Now, with the addition of support for Parsedown coming in issue #12148, we will remove previous custom formatting rules (the custom linking syntax, and the automatic conversion of asterisk characters followed by a space starting a new line into list elements, for example) to prevent conflicts with the Parsedown formatting.
This may leave some users who have made use of the previous custom link syntax with broken/improperly displayed link elements. To assist these users in updating this content, we will update the existing HTML conversion CLI task to use the new Parsedown formatting where applicable when converting content, and we will add support for a method to transform the previous custom link syntax in #8410 to the new link formatting supported by Parsedown.
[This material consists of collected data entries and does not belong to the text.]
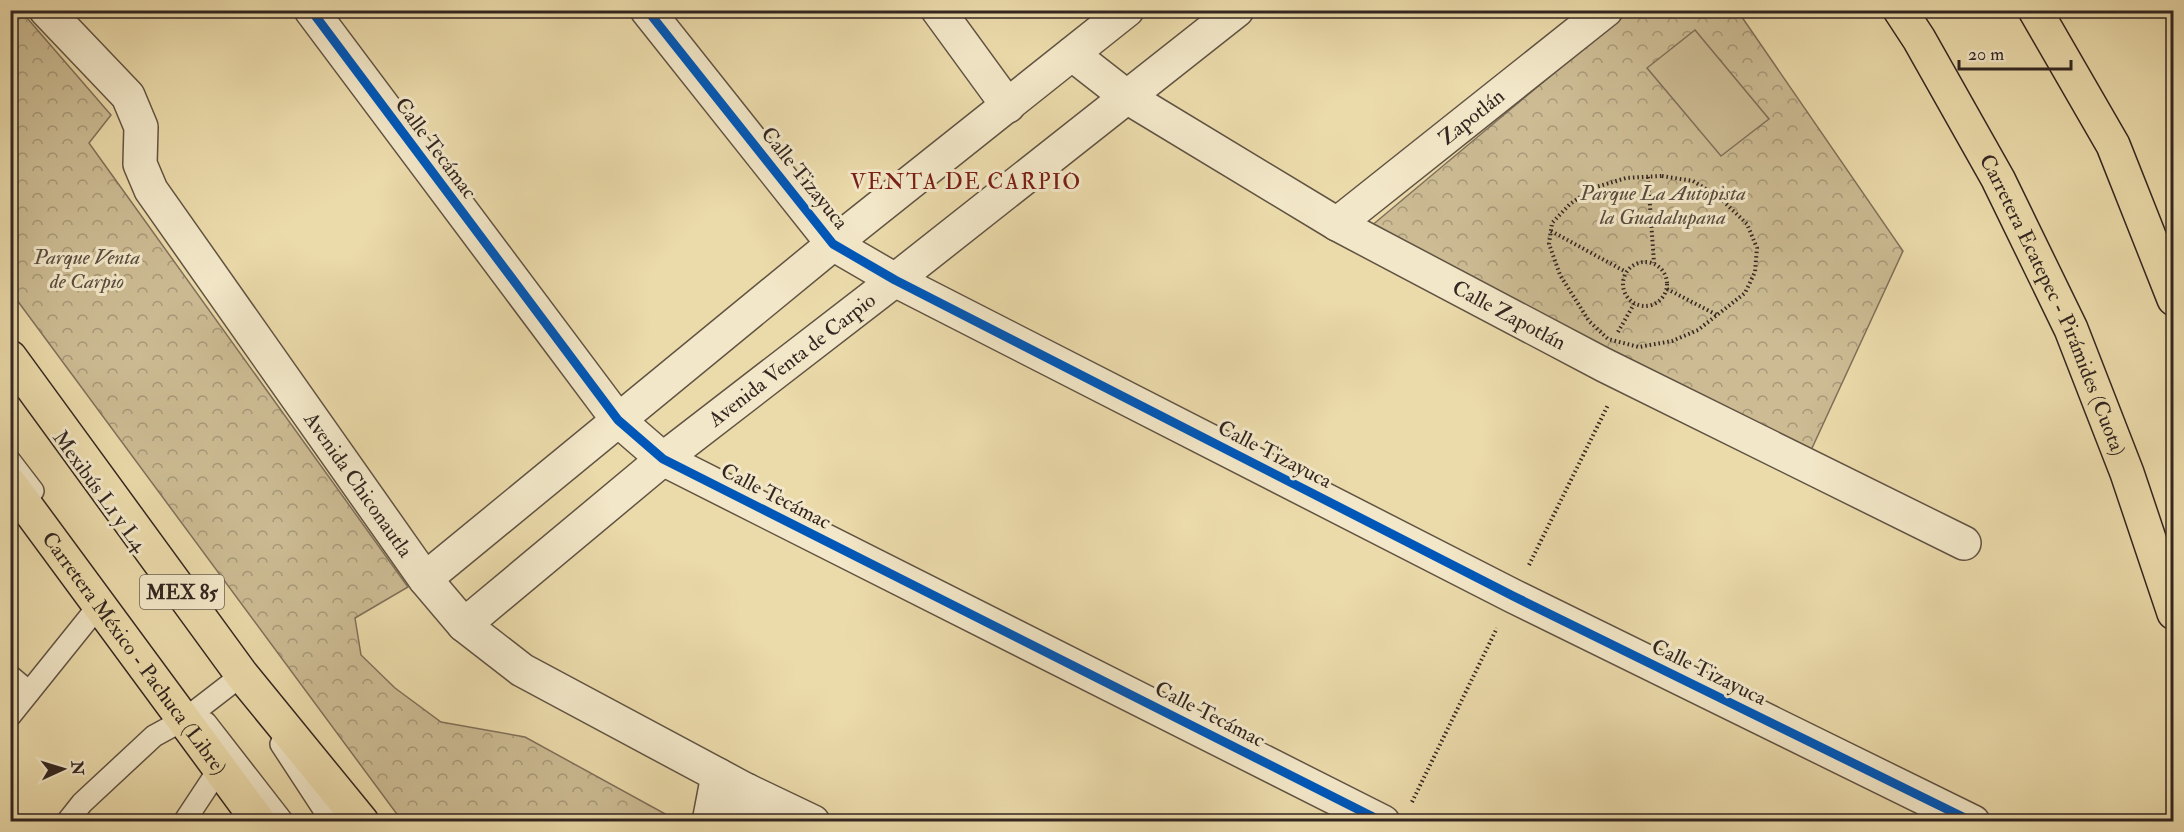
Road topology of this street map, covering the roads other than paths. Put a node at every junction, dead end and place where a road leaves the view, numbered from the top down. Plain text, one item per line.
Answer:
1 (46, 10) edge
2 (311, 10) edge
3 (647, 10) edge
4 (938, 10) edge
5 (1127, 10) edge
6 (1237, 10) edge
7 (1606, 10) edge
8 (1900, 10) edge
9 (2035, 10) edge
10 (1072, 54) junction
11 (1127, 96) junction
12 (1008, 106) junction
13 (1337, 224) junction
14 (833, 244) junction
15 (896, 280) junction
16 (2174, 299) edge
17 (10, 357) edge
18 (10, 368) edge
19 (618, 420) junction
20 (663, 459) junction
21 (10, 460) edge
22 (10, 484) edge
23 (1964, 543) dead end
24 (425, 579) junction
25 (100, 604) junction
26 (2174, 613) edge
27 (464, 625) junction
28 (10, 676) edge
29 (240, 677) junction
30 (29, 692) junction
31 (190, 715) junction
32 (10, 716) edge
33 (219, 769) junction
34 (735, 796) edge
35 (67, 822) edge
36 (184, 822) edge
37 (259, 822) edge
38 (283, 822) edge
39 (332, 822) edge
40 (362, 822) edge
41 (709, 822) edge
42 (813, 822) edge
43 (1383, 822) edge
44 (1973, 822) edge

1 - 24 street, Avenida Chiconautla
2 - 19 street, Calle Tecámac
3 - 14 street, Calle Tizayuca
4 - 12 street
5 - 10 street
6 - 11 street, Avenida Venta de Carpio
7 - 13 street, Zapotlán
8 - 26 main road, Carretera Ecatepec - Pirámides (Cuota)
9 - 16 main road
10 - 11 street, Calle Zapotlán
10 - 12 street
11 - 13 street, Calle Zapotlán
11 - 15 street, Avenida Venta de Carpio
12 - 14 street
13 - 23 street, Calle Zapotlán
14 - 15 street, Calle Tizayuca
14 - 19 street
15 - 20 street, Avenida Venta de Carpio
15 - 44 street, Calle Tizayuca
17 - 29 main road, MEX 85
18 - 29 lane, Mexibús L1 y L4
19 - 20 street, Calle Tecámac
19 - 24 street
20 - 27 street, Avenida Venta de Carpio
20 - 43 street, Calle Tecámac
21 - 31 lane
22 - 25 main road, Carretera México - Pachuca (Libre) / MEX 85
24 - 27 street, Avenida Chiconautla
25 - 30 lane
25 - 31 main road, Carretera México - Pachuca (Libre) / MEX 85
27 - 34 street, Avenida Chiconautla
28 - 30 lane
29 - 31 lane
29 - 39 lane, Mexibús L1 y L4
29 - 40 main road, MEX 85
30 - 32 lane
31 - 33 main road, Carretera México - Pachuca (Libre) / MEX 85
31 - 35 lane
31 - 38 lane
33 - 36 lane
33 - 37 main road, Carretera México - Pachuca (Libre) / MEX 85
34 - 41 street
34 - 42 street, Avenida Chiconautla

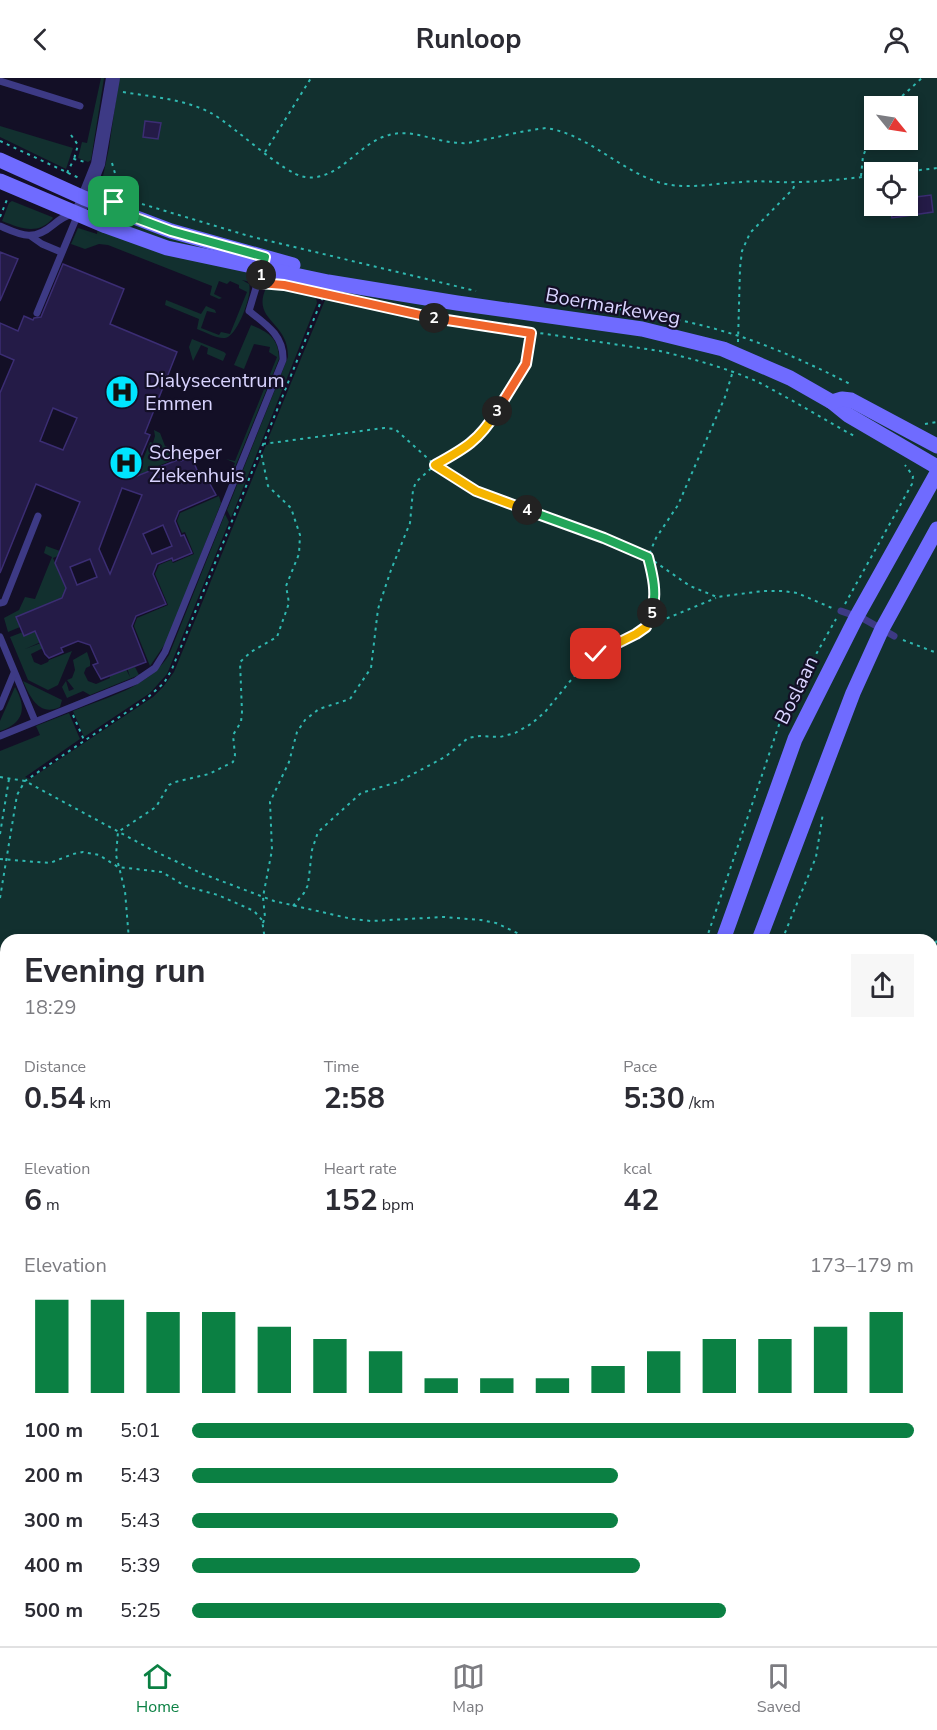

This new method will be added as a new separate command-line task, used specifically to convert the previous custom syntax for HTML links to the new Parsedown syntax. We will also call this new task as a migration script, so users who are upgrading will not have to manually run the task after upgrading.
Development tasks: Create command line scripts to convert existing HTML or Markdown syntax to Parsedown syntax.
- Update existing HTML conversion script to transform applicable HTML tags to Parsedown syntax.
- Create new command line task to convert the old AtoM link Markdown to the Parsedown syntax.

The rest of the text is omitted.